Rano gdy się obudziłam Mikołaj już na mnie czekał ze śniadaniem.
-Witaj księżniczko.- Powiedział i pogładził mnie po głowie.
-Dzień dobry.- Uśmiechnęłam się do niego.
-Masz na stoliku śniadanie, a ja uciekam.
-A gdzie?
-No na badania. - Puścił mi oczko i pocałował mnie w policzek.
-Mam nadzieję ze wyjdą dobrze.- Powiedziałam i blado się uśmiechnęłam.
-Nie myśl o tym, lecę pa.- Pocałował mnie w czoło i wyszedł. On nie może być chory. Ciekawe czy mój brat wiedział. Spytam się go dziś.Gdy skończyłam jeść śniadanie to posprzątałam trochę i ubrałam się w czarne leginsy oraz białą bluzkę, a do tego vansy czarne. Włosy spięłam w luźnego koka. Postanowiłam zadzwonić do brata i spytać czy mogę wpaść w odwiedziny do nich, czyli Eweliny i jego no i jeszcze nie narodzonego dziecka.
-Hallo?
-Hej brat, mogę wpaść?
-Jasne, a coś się stało?
-Muszę z tobą pogadać.
-To wpadaj. - Po jego słowach rozłączyłam się i wyszłam z domu. Do mieszkania mojego brata miałam nie daleko więc poszłam pieszo. Gdy już siedziałam u brata i rozmawiałam z nim oraz Eweliną to postanowiłam poruszyć temat Mikołaja.

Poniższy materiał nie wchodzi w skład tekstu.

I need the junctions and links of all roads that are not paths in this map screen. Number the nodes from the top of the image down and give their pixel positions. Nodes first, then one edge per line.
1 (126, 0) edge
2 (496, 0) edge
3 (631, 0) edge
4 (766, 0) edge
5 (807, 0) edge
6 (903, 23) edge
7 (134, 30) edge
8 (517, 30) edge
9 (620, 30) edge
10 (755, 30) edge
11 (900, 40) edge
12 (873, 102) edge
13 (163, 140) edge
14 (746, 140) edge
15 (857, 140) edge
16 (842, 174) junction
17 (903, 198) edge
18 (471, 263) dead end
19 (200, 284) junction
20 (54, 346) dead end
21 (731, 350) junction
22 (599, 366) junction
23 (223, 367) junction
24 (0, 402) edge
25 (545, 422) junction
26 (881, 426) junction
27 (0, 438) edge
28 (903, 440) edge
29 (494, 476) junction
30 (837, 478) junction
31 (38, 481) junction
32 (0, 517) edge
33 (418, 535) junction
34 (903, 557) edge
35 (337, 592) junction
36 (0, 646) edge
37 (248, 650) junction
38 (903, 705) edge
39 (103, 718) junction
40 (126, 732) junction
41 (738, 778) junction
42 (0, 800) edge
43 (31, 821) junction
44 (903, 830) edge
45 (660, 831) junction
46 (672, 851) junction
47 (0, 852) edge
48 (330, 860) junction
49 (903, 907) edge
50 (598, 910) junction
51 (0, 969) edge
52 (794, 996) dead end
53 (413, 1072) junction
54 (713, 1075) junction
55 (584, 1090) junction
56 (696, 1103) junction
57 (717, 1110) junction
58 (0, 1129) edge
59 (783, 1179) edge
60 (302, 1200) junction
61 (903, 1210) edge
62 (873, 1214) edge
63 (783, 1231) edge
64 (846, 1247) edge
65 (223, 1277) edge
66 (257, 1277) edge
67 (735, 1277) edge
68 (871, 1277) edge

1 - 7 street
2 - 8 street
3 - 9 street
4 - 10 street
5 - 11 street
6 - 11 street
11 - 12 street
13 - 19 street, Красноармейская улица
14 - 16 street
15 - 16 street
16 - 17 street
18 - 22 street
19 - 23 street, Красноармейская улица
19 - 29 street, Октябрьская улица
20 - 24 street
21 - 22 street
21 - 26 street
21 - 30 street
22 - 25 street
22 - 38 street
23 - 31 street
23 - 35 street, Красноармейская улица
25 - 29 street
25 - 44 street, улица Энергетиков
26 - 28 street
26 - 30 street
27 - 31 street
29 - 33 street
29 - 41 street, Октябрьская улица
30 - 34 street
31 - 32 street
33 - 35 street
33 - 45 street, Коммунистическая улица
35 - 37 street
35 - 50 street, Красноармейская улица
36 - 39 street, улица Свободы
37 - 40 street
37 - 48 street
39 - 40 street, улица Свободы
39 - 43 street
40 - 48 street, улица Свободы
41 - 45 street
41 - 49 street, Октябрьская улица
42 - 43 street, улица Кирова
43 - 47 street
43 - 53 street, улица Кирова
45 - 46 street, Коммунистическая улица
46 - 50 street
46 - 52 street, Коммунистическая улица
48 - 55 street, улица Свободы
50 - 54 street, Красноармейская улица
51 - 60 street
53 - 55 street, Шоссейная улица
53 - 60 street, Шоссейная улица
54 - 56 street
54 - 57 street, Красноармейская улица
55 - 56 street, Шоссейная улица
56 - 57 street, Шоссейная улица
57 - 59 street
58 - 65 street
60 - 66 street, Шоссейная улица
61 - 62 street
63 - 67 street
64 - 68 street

-A wiecie Mikołaj dziś poszedł zrobić badania.- Powiedziałam z lekkim grymasem.
-A tak wiem podobno dostał propozycję pracy w Niemczech, ale potrzebne są badania.- Powiedział mój brat a mnie zamurowało. Mikołaj mnie okłamał? I to jeszcze ze może mieć białaczkę ? Ja się martwię, a on robi badania do pracy? Czy on chce mnie zostawić? A może walną ściemę mojemu bratu.
-A skąd wiesz?- Spytałam.
-A wiesz obaj dostaliśmy tą propozycje, ale wiesz ja dziecka i Eweliny nie zostawię tu na 3 miesiące bez opieki.
-No tak.- Powiedziałam ze sztucznym uśmiechem. On mnie okłamał. Dupek.- Wiesz brat ja będę się zbierać.
-Będziesz sama siedziała w domu?- Spytała Ewelina.
-Wiesz rodzice pojechali w delegację, a nie chcę zostawiać pustego domu.
-Głupia wymówka siostra.
-Oj dobra uciekam, buziaki. - Powiedziałam i wyszłam. Mikołaj to oszust. Co on sobie wogule myśli. Gdy wróciłam rozbolała mnie głowa więc wzięłam tabletkę i się położyłam. Obudziłam się pod wieczór, a Mikołaj leżał koło mnie.
-Wyspana królewna?
-Tak, a jak badania oszuście?
-Nie wiem, a czemu oszuście?
-Bo wszystko wiem te badania są tylko dla tego bo dostałeś propozycję pracy na 3 miesiące! - Krzyknęłam i wstałam.
-Cholera, chciałem ci powiedzieć a bałem się jak zareagujesz.
-Musiałeś kłamać o tej białaczce ?
-Nie chciałem Martyna.
-Wyjdź i nie odzywaj się do mnie! - Krzyknęłam zła.
-Ale..
-Wynocha! - Wrzasnęłam, a on wyszedł. Oszust. Ugh. Jak tak można.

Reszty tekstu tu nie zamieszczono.